Tres meses, por otra parte, se pasan pronto. Y durante ese transcurso podríamos dedicarnos con mayor atención a otros temas de los que tal vez no nos hemos ocupado con suficiente profundidad, como podría ser, otra vez como ejemplo, la situación que se vive en el campo, y que traduce en el abandono de tierras labrantías; en el hecho, muy lamentable, de que los hijos de los campesinos, los agricultores y ganaderos ya no quieren dedicarse a esas actividades, y que la edad promedio de nuestros campesinos es de 55 años de edad. Como la muy angustiante situación que viven los pescadores ribereños; el absurdo hecho de que las cooperativas de pescadores de Manzanillo no tengan una sola bodega local donde vender y/o almacenar sus productos, y como la muy increíble caravana que todos los vendedores de pescado y mariscos de la entidad hacen, al menos una vez a la semana, a surtirse de pescado, camarones, pulpo y otros productos del mar al Mercado de Mariscos de Zapopan, Jalisco, en vez de conseguirlos aquí, cerquita, en la orilla del mar de Colima. Absurda práctica comercial que obliga también a casi la totalidad de restauranteros de El Real, Pascuales, El Paraíso, Cuyutlán y Manzanillo, vendan asimismo productos congelados traídos de aquella ciudad, en vez de habérselos comprado a los pescadores y cooperativistas locales. Cuyo edificio, por cierto, de Manzanillo, el gobierno de JIPS concesionó recientemente a particulares, para instalar allí un atractivo turístico y dejar a los pescadores ahora sí que “nomás como el chinito”, viendo y aguantándose las ganas de llorar.
FIESTAS PATRIAS. –
A partir de mañana, 13 de septiembre, fiesta cívica con bandera a media asta, en que se conmemorará, más que la vergonzante derrota del Ejército Mexicano en la batalla de Chapultepec, el cacareado “heroísmo ejemplar” de tres niños que ya pintaban barba y bigote, iniciará el jocoso festejo de las “Fiestas Patrias” y la pronunciación de enjundiosos y a veces muy mal pronunciados discursos oficiales, en los que sus redactores suelen unir, sólo porque aparecen casi juntas en el calendario cívico, dos ‘fiestas’ que nada tuvieron de alegres cuando sucedieron, y que en nada coincidieron tampoco, porque las separan 37 años completos: me refiero al famosísimo Grito de Dolores, acaecido durante la madrugada que fue del 15 al 16 de septiembre de 1810, y a la inútil y muy dolorosa defensa del Castillo de Chapultepec, intentada el 13 del mismo mes, pero de 1847. Un grito contra la dominación española, que le devolvió provisionalmente a los abuelos de nuestros tatarabuelos, la sensación de ser miembros de una nación libre, y una guerra que treinta y tantos años más tarde se estaba perdiendo contra el ejército invasor de los Estados Unidos de Norteamérica, que cosa de un medio año después se terminó quedando con un poco más del entonces muy vasto territorio mexicano.

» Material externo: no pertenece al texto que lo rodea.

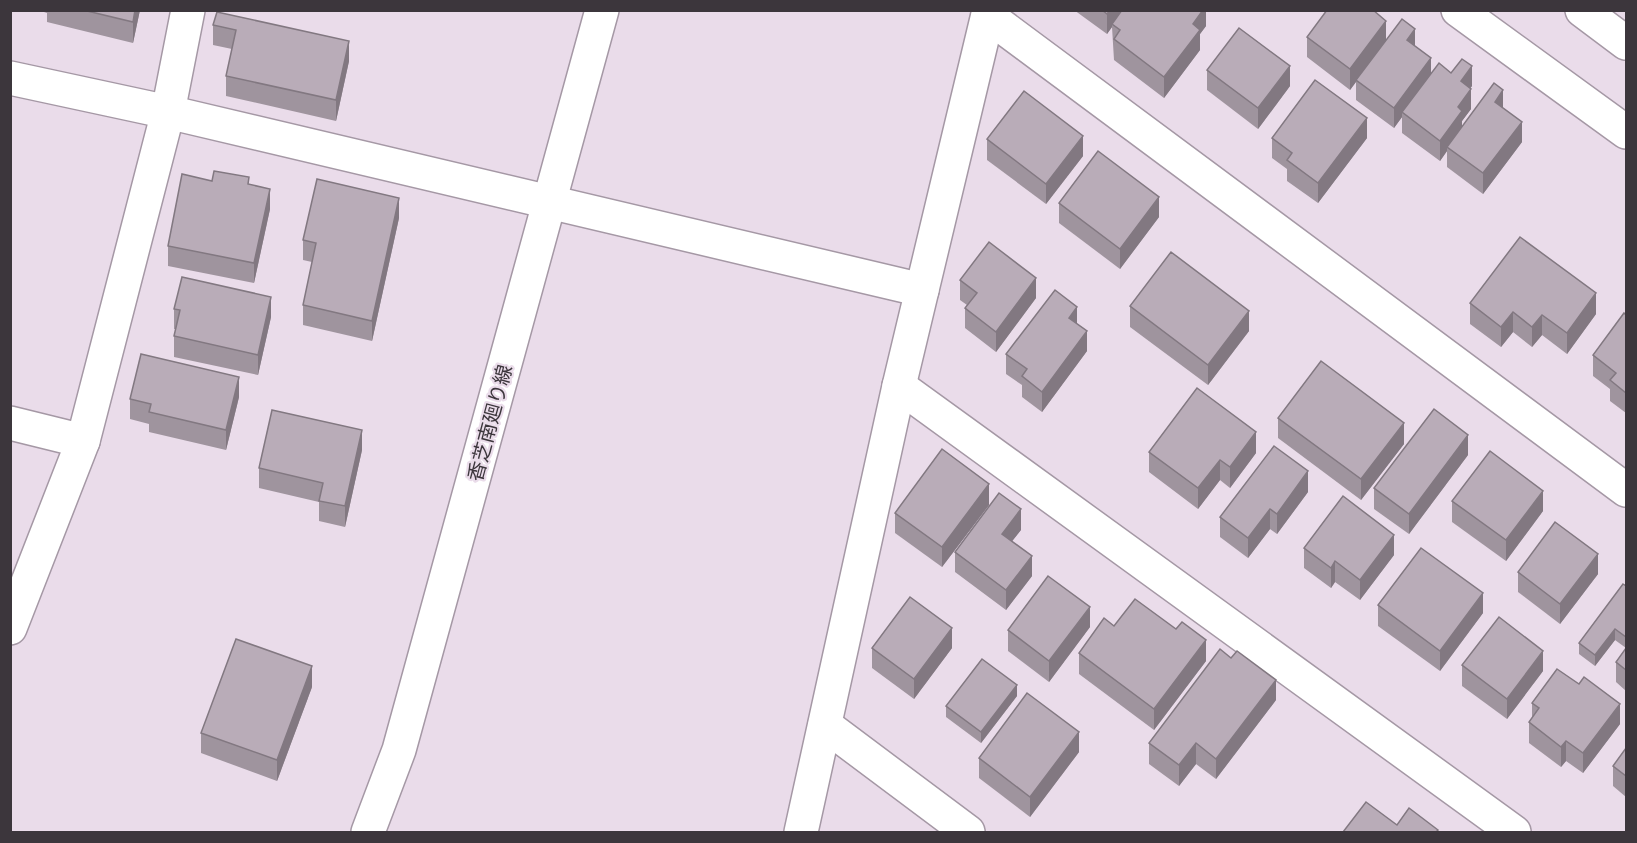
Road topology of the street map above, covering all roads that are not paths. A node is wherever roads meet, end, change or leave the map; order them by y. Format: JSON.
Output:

Entiendo muy bien que las tradiciones se hacen costumbres, pero ¿por qué festejar lo que nada tiene (o tuvo) de alegre? Claro que conforme pasan los años no tiene ningún caso ponerse a llorar por lo que se perdió, y mucho menos si dicha pérdida no ocurrió en nuestros propios días, pero ¿por qué insistir, entonces, en resaltar lo que no fue tal como lo relata nuestra historia oficial? Creo que ya es tiempo que como un pueblo adulto abramos los ojos a nuestra verdadera realidad.